Nos últimos anos pudemos acompanhar a força de movimentos conservadores, que buscam criar um contexto de confusão e ameaças, sobre o direito das mães e pais de educarem suas/seus filhas/filhos. Estudos sinalizam como o gênero vem sendo usado para a disseminação de pânico moral, em relação à educação das crianças A transnacionalização dos movimentos antigênero, presentes tanto na América Latina quanto na Europa, revela a tentativa de imposição de uma agenda antigênero nas instituições de educação. Manifestações como as do movimento político reacionário “Escola Sem Partido”, com ideias difundidas com as palavras de ordem #ConMisHijosNoTeMetas1, serviram de suporte para a construção de um pânico moral e confusão em relação à construção da identidade de gênero e a sexualidade na infância (MARTÍNEZ BETERETTTE, 2021).

No Brasil, vivemos nos últimos anos um momento histórico de retrocessos, por meio de um cerceamento das políticas sociais. Estudos brasileiros sinalizam como o gênero vem sendo usado para a disseminação de pânico moral, em relação à educação das crianças e jovens, por aqueles que se expressam por partidos nacionalistas, sexistas, racistas, conservadores, neoliberais, aumentando os discursos públicos antigênero. O termo gênero passou a ser temido por muitas pessoas, especialmente com base em discursos conservadores de algumas alas religiosas, referendados por políticos representantes de setores da sociedade civil.

As políticas públicas anti “ideologia de gênero” nas instituições de educação, escoltadas pelo discurso de proteção à família e às crianças, promovem o entendimento de que gênero desvirtuaria e defende a sexualização das crianças, o estímulo à homossexualidade e a destruição da família (LEITE, 2019). O crescimento das polêmicas neste campo, volta atenção ao fato de que as crianças estão no centro das cruzadas de gênero. A escola passa a ser um dos principais alvos dessa ofensiva reacionária, colocada no centro do debate público, para deslegitimar a liberdade docente e desestabilizar seu caráter público e laico, como espaço da criticidade e da pluralidade, para o convívio cidadão e democrático (MISKOLCI, 2018; JUNQUEIRA, 2022).

 

Fonte: Acervo da pesquisa de Gibim (2017) Desenho da Gabrielly –Minha família “Aqui eu e aqui minha vó”
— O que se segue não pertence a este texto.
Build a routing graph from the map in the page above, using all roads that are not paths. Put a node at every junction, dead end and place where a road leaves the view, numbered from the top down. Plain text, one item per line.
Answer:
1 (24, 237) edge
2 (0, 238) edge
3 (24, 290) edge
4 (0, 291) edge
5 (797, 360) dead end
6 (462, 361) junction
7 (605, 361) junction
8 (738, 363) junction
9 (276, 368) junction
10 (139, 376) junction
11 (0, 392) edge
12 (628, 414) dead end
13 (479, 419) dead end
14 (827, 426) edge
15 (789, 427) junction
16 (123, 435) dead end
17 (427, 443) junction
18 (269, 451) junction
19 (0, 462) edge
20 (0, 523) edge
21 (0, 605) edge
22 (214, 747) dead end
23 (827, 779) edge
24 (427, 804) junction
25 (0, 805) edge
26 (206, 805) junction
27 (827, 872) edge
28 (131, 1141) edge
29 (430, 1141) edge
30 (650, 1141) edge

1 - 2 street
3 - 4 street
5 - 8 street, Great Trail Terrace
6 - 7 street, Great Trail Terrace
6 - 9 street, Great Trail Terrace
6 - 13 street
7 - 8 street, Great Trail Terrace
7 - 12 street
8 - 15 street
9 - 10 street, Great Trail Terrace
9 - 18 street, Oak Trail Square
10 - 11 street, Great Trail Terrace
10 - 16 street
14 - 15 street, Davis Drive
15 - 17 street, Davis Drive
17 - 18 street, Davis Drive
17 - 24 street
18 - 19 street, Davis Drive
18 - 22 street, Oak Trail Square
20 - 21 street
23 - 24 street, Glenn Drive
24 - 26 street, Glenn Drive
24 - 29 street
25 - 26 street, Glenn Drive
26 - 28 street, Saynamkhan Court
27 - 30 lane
Considerando a necessidade de problematizar tal contexto, buscamos refletir sobre como as questões de gênero têm sido abordadas na relação entre as famílias e a instituição de Educação Infantil2, para compreender o contexto de uma educação compartilhada, que implica no encontro de famílias e profissionais que possuem perspectivas diferentes sobre a educação e as necessidades das crianças, demandando uma constante negociação, refletindo sobre as situações que envolvem as crianças e os conflitos de gênero presentes em seus cotidianos.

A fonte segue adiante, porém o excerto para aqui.